Included in the album is Nakamori's self-cover of her 1984 single "Kita Wing". The full version of the song was broadcast on selected radio stations in Japan on October 30, 2023. The said classical rendition is her first song released in six years since she had been on hiatus after the release of her albums Akina and Cage in 2017. During an interview on the making of the album, Hayashi didn't expected Nakamori to be part of the recording, thus, crediting the producers for the initiative.

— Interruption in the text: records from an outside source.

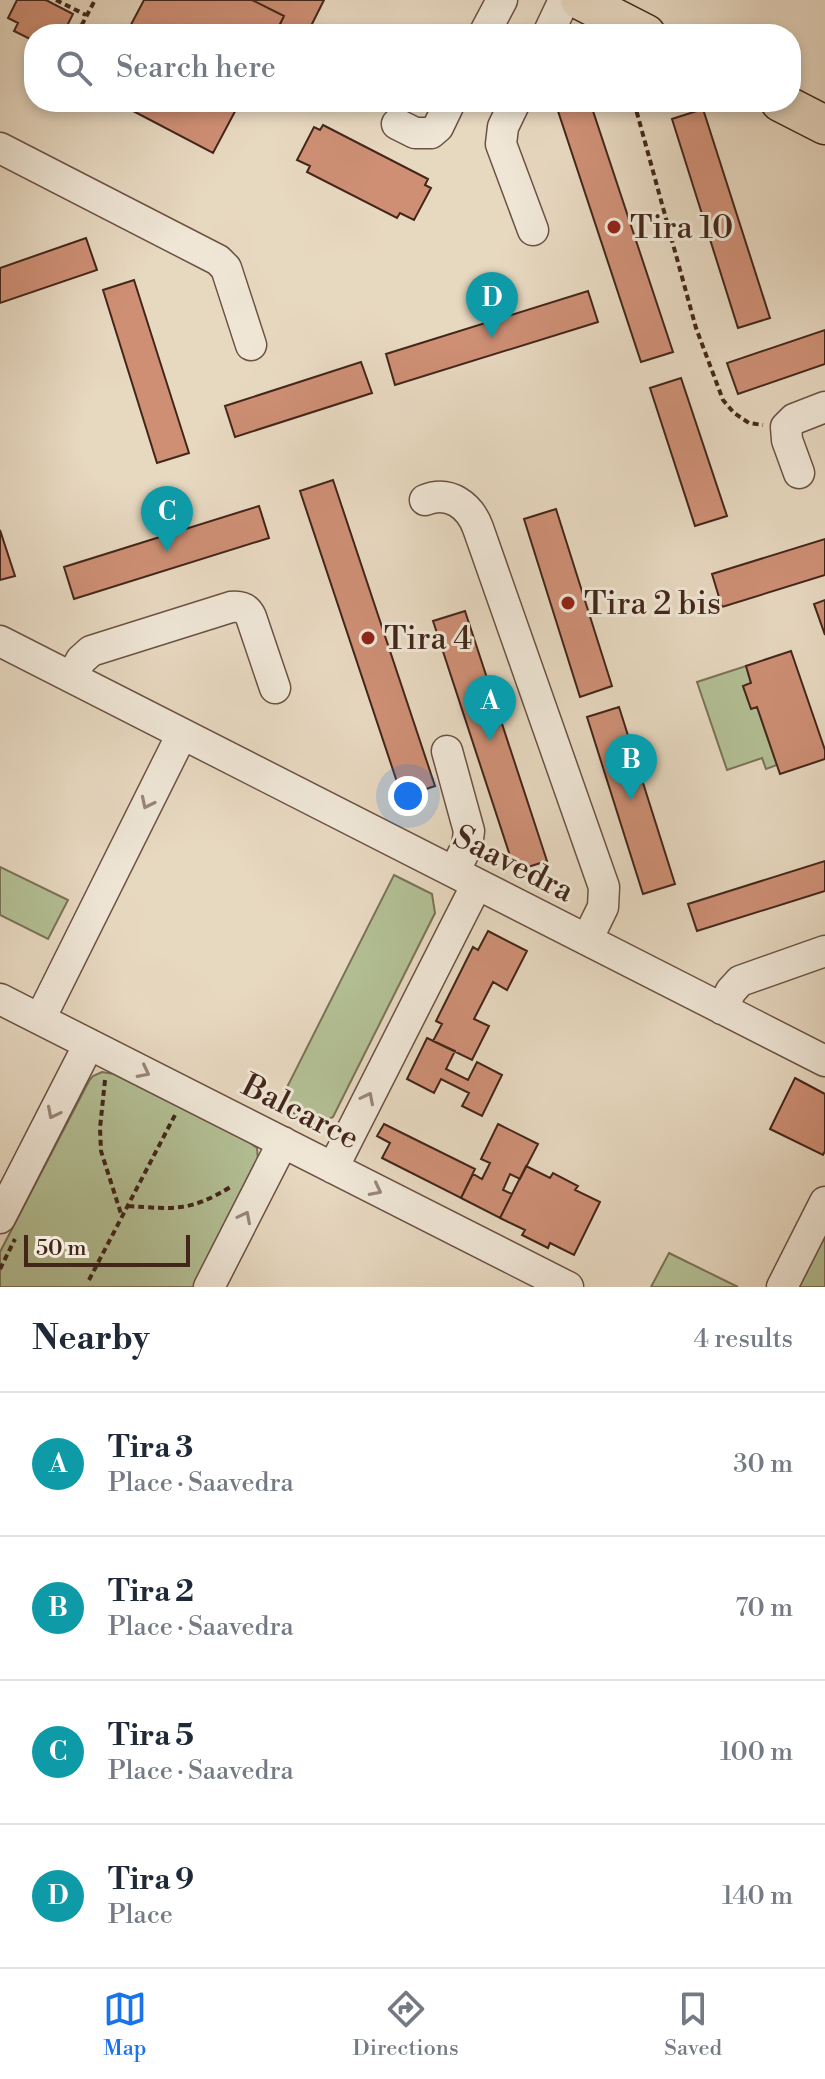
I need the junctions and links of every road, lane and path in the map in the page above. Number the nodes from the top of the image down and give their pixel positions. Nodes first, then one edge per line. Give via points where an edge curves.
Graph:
1 (56, 0) edge
2 (95, 0) edge
3 (502, 0) edge
4 (564, 0) edge
5 (580, 0) edge
6 (86, 16) junction
7 (82, 24) edge
8 (489, 24) edge
9 (553, 24) edge
10 (627, 24) edge
11 (445, 112) edge
12 (510, 112) edge
13 (637, 112) edge
14 (800, 112) edge
15 (397, 124) dead end
16 (825, 125) edge
17 (0, 148) edge
18 (533, 230) dead end
19 (251, 345) dead end
20 (825, 407) edge
21 (786, 427) junction
22 (799, 473) dead end
23 (425, 500) dead end
24 (0, 641) edge
25 (72, 677) junction
26 (275, 688) dead end
27 (182, 734) junction
28 (447, 751) dead end
29 (466, 878) junction
30 (587, 940) junction
31 (825, 951) edge
32 (0, 999) edge
33 (722, 1009) junction
34 (40, 1019) junction
35 (89, 1044) junction
36 (825, 1061) edge
37 (96, 1084) dead end
38 (176, 1113) dead end
39 (283, 1142) junction
40 (333, 1168) junction
41 (234, 1193) dead end
42 (825, 1202) edge
43 (128, 1206) junction
44 (122, 1217) junction
45 (11, 1223) edge
46 (0, 1269) edge
47 (89, 1280) dead end
48 (209, 1287) edge
49 (568, 1287) edge
50 (782, 1287) edge

1 - 6 path
2 - 6 path
3 - 8 street
4 - 9 street
5 - 10 main road
6 - 7 path
11 - 15 street via 431,133 415,133
12 - 18 street via 501,144
13 - 21 path via 696,328 723,400 749,423
14 - 16 main road
17 - 19 street via 221,262
20 - 21 street
21 - 22 street
23 - 30 street via 454,499 467,508 478,528 604,887 603,907
24 - 25 street, Saavedra
25 - 26 street via 91,651 238,606 251,617
25 - 27 street, Saavedra
27 - 29 street, Saavedra
27 -> 34 street
28 - 29 street via 469,831
29 - 30 street, Saavedra
40 -> 29 street
30 - 33 street, Saavedra
31 - 33 street via 740,981
32 - 34 street, Balcarce
33 - 36 street, Saavedra
34 - 35 street, Balcarce
35 -> 39 street, Balcarce
35 -> 45 street
37 - 44 path via 107,1080 101,1151
38 - 43 path
39 - 40 street, Balcarce
48 -> 39 street
40 -> 49 street, Balcarce
41 - 43 path via 241,1180 193,1206
42 - 50 street
43 - 44 path
44 - 47 path
45 - 46 path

==Commercial performance==
The album debuted at number 7 on the Oricon Daily Album Chart.

==Track listing==

Notes
- ^{} signifies an original performer who re-recorded the song
- Tracks 2, 6, 7 and 11 are excluded in the digital version release. Thus, its tracklist differs from the physical standard edition.
- "Kanashimi ga Tomaranai (悲しみがとまらない)" was originally covered and recorded in 2008 by Junichi Inagaki and Yuki Koyanagi for their album Otokoto Onna: Two Hearts Two Voices (男と女 -TWO HEARTS TWO VOICES-).
- "Tengoku ni Ichiban Chikai Shima (天国にいちばん近い島)" was originally re-recorded in 2017 by Tomoyo Harada for her album Ongaku To Watashi (音楽と私).
- "Shinjikata wo Oshiete (信じかたを教えて)" was originally re-recorded in 2022 by Iyo Matsumoto and was released as a single.
- "Mayonaka no Door: Stay with Me (真夜中のドア)" was originally covered and recorded in 2022 by Yu Sakai and Shingo Suzuki for Sakai's album City Pop Lovers.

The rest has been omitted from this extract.